Prompt
Check every line of the data below for the word "KULTURSTRASSE". Copy the ones that have it.

Data excerpts START

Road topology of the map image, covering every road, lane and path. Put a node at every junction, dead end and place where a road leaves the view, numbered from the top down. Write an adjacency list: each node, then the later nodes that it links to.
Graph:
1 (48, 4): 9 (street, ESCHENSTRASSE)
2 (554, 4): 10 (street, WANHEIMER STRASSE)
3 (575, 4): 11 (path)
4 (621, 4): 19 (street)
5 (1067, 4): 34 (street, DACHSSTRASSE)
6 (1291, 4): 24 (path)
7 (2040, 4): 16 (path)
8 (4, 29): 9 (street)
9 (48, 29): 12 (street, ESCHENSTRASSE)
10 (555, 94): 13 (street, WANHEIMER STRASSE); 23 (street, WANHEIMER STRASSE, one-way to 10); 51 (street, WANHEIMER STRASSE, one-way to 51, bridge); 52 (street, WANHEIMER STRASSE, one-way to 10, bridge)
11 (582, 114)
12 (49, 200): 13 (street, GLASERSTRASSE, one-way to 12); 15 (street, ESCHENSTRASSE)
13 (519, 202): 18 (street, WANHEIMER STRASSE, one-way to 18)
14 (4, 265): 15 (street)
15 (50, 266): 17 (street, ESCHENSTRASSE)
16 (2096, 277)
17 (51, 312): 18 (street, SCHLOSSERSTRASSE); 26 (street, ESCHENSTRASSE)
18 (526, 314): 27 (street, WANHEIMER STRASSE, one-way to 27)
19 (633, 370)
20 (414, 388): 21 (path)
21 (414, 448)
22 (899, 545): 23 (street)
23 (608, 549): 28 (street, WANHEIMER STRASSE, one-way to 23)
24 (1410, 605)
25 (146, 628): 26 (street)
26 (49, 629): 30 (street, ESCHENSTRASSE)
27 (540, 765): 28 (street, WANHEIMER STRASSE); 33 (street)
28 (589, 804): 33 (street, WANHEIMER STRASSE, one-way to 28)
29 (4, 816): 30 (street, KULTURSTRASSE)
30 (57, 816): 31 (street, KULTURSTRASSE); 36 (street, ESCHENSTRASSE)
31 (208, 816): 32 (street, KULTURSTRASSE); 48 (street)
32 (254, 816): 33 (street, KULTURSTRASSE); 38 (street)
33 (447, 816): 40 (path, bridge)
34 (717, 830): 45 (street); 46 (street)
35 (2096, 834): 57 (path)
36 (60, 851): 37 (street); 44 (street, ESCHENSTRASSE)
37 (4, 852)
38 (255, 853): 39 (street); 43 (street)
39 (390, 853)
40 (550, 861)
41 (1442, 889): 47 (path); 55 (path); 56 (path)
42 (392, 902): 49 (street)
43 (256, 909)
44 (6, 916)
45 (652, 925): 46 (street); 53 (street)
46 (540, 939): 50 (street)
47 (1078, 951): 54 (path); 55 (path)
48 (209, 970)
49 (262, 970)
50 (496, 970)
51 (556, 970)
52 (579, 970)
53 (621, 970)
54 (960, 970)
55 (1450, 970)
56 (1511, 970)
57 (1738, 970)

Data excerpts END

Output for this task
29 (4, 816): 30 (street, KULTURSTRASSE)
30 (57, 816): 31 (street, KULTURSTRASSE); 36 (street, ESCHENSTRASSE)
31 (208, 816): 32 (street, KULTURSTRASSE); 48 (street)
32 (254, 816): 33 (street, KULTURSTRASSE); 38 (street)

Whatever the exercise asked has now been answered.